The tiny, white powder-puff bichon frise with professionally manicured toenails scampered under the thornbush and out of sight. Aghast, I stared at her diamond-studded collar swinging perilously from her leash like a noose swaying from the gallows. It was way after curfew. We were deep in the forest, and my evil boss’s perfumed purse ornament had just taken off after an imaginary squirrel.
“Tink!” I hissed, trying to catch glimpses of white in the murky undergrowth. “Come back here, you spoiled-rotten little Q-tip. You’re going to get me fired!”
I was so tired, I could barely keep my eyes open, having been up since dawn to walk the dog and then in the Fairyland salon by six thirty, dressed in my silver gown and ready to start my day.
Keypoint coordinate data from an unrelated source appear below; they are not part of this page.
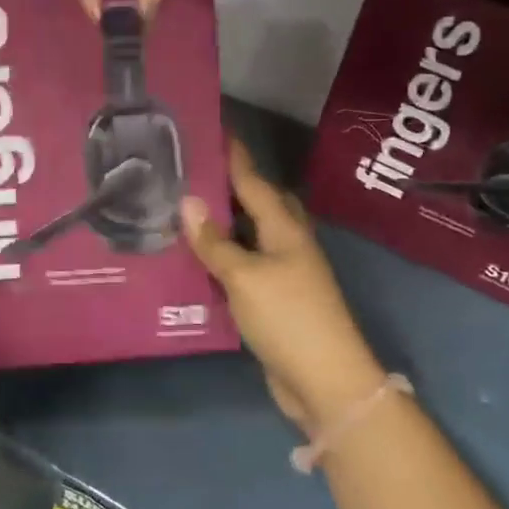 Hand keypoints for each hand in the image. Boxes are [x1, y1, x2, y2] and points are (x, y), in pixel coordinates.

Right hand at [181, 138, 387, 435]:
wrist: (325, 380)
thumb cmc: (287, 317)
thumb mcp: (245, 276)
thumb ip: (215, 241)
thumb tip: (188, 201)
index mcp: (284, 227)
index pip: (253, 180)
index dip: (233, 155)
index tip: (212, 127)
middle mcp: (286, 242)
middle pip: (256, 203)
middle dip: (228, 184)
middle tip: (190, 171)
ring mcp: (283, 272)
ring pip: (248, 235)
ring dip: (222, 222)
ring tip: (183, 209)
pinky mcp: (274, 298)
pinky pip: (243, 265)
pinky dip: (221, 257)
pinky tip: (195, 259) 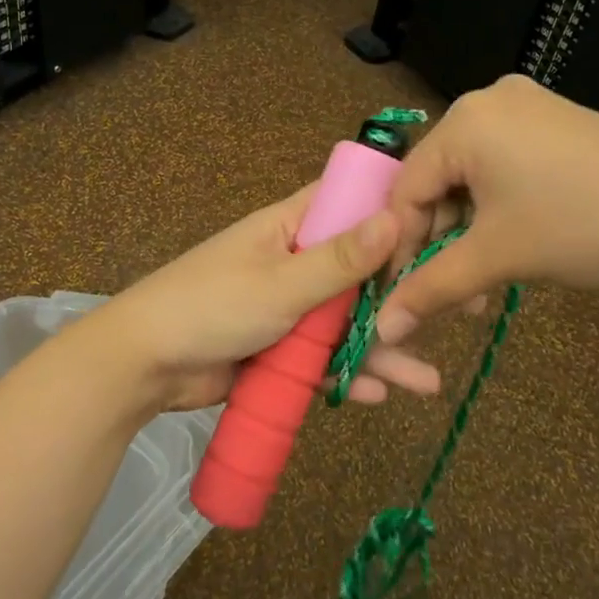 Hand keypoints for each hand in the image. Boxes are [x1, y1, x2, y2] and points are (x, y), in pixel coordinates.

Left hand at [76, 185, 446, 412]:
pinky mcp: (277, 349)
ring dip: (381, 349)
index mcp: (290, 227)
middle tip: (453, 318)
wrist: (144, 365)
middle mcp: (294, 261)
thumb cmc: (212, 306)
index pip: (348, 203)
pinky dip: (345, 373)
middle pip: (358, 274)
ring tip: (426, 383)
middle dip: (399, 297)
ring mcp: (287, 308)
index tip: (440, 229)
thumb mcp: (281, 283)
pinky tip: (377, 395)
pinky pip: (321, 358)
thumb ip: (340, 258)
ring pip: (345, 324)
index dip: (392, 212)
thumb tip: (396, 213)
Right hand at [375, 75, 598, 344]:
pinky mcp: (556, 120)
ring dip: (469, 228)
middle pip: (438, 178)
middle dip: (440, 239)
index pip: (406, 187)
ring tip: (485, 278)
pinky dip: (497, 204)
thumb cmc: (585, 228)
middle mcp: (487, 100)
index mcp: (465, 120)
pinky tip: (513, 239)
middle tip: (453, 291)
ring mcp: (527, 106)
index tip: (402, 293)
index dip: (400, 244)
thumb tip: (381, 329)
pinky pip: (503, 162)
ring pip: (471, 174)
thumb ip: (431, 289)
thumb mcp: (500, 257) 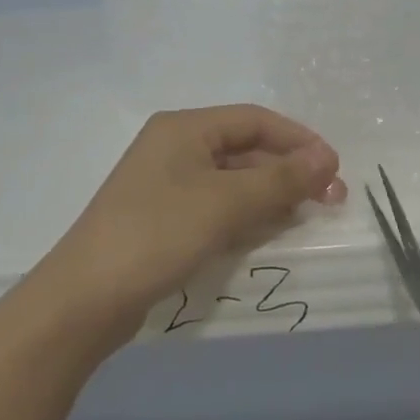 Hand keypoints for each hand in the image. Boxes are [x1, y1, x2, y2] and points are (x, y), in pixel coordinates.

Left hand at [39, 105, 345, 349]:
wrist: (86, 299)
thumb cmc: (157, 234)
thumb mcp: (225, 203)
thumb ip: (279, 180)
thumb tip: (326, 158)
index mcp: (184, 128)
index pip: (255, 120)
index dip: (298, 139)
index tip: (334, 167)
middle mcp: (175, 149)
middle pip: (246, 149)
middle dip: (289, 170)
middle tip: (330, 197)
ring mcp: (168, 186)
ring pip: (234, 180)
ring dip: (272, 193)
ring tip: (308, 215)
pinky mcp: (166, 220)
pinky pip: (218, 207)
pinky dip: (248, 214)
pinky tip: (271, 230) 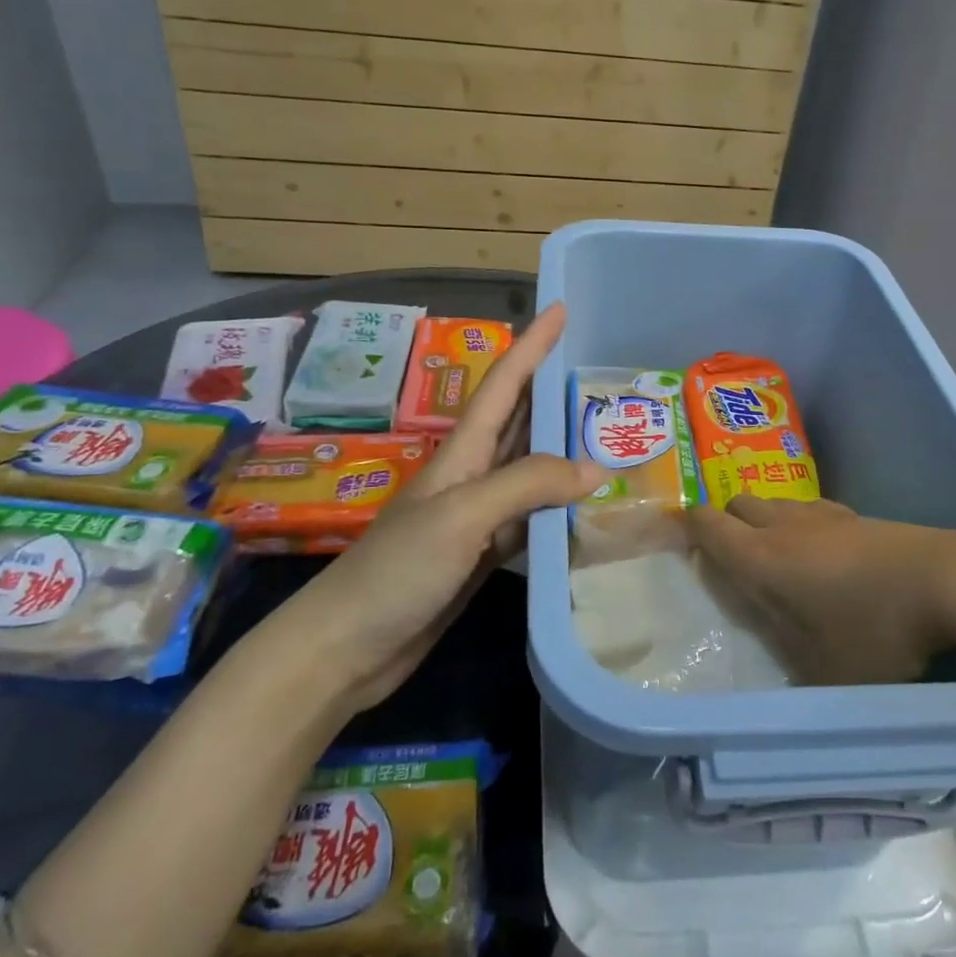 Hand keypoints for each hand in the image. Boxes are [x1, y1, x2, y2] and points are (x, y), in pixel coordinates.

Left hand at [279, 302, 603, 711]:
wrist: (347, 648)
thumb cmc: (396, 570)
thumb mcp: (461, 515)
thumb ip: (526, 484)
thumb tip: (595, 469)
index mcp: (462, 452)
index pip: (504, 384)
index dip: (532, 344)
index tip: (562, 308)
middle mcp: (472, 475)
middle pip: (519, 419)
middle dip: (554, 389)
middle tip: (601, 371)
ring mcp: (478, 517)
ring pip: (530, 469)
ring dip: (564, 449)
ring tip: (608, 433)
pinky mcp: (484, 555)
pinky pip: (532, 518)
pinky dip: (560, 508)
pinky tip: (586, 509)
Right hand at [688, 497, 955, 685]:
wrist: (947, 583)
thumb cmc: (875, 633)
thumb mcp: (823, 670)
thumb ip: (786, 661)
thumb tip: (769, 666)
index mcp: (762, 559)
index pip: (709, 525)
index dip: (687, 524)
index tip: (676, 531)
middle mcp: (785, 527)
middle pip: (739, 503)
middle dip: (726, 521)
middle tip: (730, 555)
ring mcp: (823, 515)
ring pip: (776, 503)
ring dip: (764, 520)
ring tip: (776, 554)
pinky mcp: (856, 516)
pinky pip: (809, 509)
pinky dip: (800, 523)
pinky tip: (822, 551) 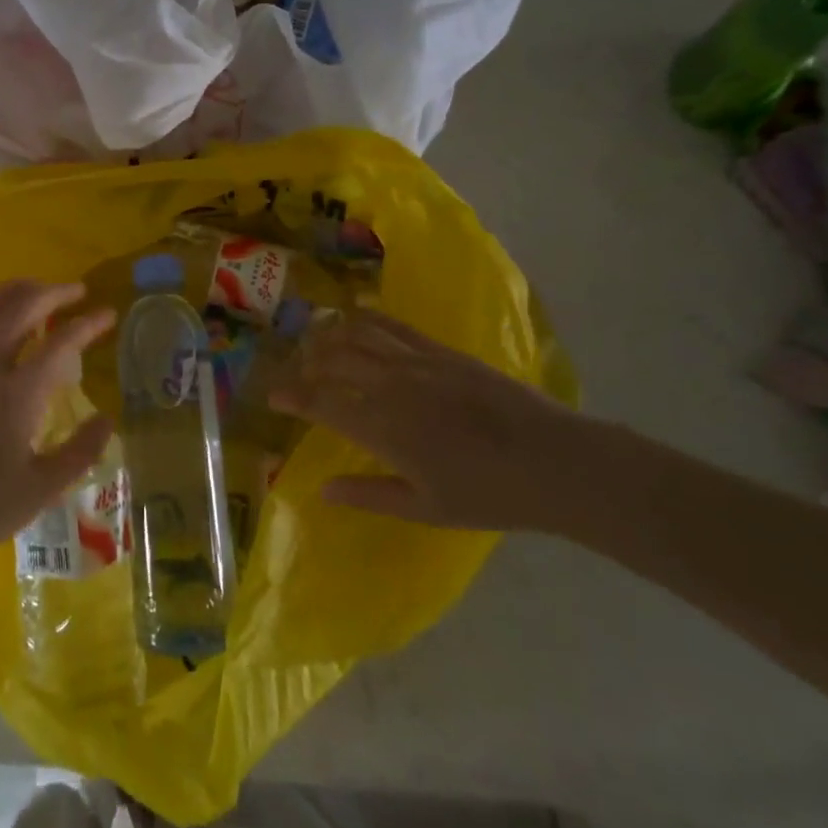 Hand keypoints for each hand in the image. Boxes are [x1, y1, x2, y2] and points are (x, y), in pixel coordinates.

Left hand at [0, 281, 115, 568]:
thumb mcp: (40, 490)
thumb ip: (79, 451)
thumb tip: (107, 420)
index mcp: (16, 395)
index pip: (60, 344)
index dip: (88, 324)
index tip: (108, 314)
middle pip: (18, 312)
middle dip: (51, 293)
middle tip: (76, 290)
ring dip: (10, 293)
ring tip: (33, 287)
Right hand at [270, 308, 601, 533]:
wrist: (554, 462)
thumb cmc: (488, 495)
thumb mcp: (425, 508)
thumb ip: (369, 495)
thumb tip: (322, 489)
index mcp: (382, 427)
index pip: (322, 402)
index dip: (292, 396)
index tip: (273, 396)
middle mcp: (391, 386)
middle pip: (333, 360)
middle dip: (306, 363)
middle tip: (295, 371)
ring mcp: (417, 362)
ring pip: (358, 335)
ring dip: (330, 335)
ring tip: (316, 340)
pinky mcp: (441, 351)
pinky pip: (393, 326)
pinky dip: (366, 319)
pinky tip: (356, 318)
Trish the stylist had twisted my long, brown hair into a tight updo topped with a delicate pearl headpiece; after which Helga had lined my green eyes in purple and my less-than-pouty lips in glossy pink.
At 7:02 I delivered to my boss, aka “the Queen,” her usual breakfast of three raw almonds, two grapefruit slices cut into thirty pieces, one hard-boiled egg (miraculously yolk-free), a pot of Earl Grey tea with precisely two drops of honey, and the morning’s newspapers—edited to remove all references to the Mouse—before sorting through her mail, reading the customer-feedback forms in what we in the Fairyland front office jokingly referred to as the Box of Whine, polishing her Magic Mirror, sorting her pencils according to length, and feeding Tinker Bell two spoonfuls of Russian caviar.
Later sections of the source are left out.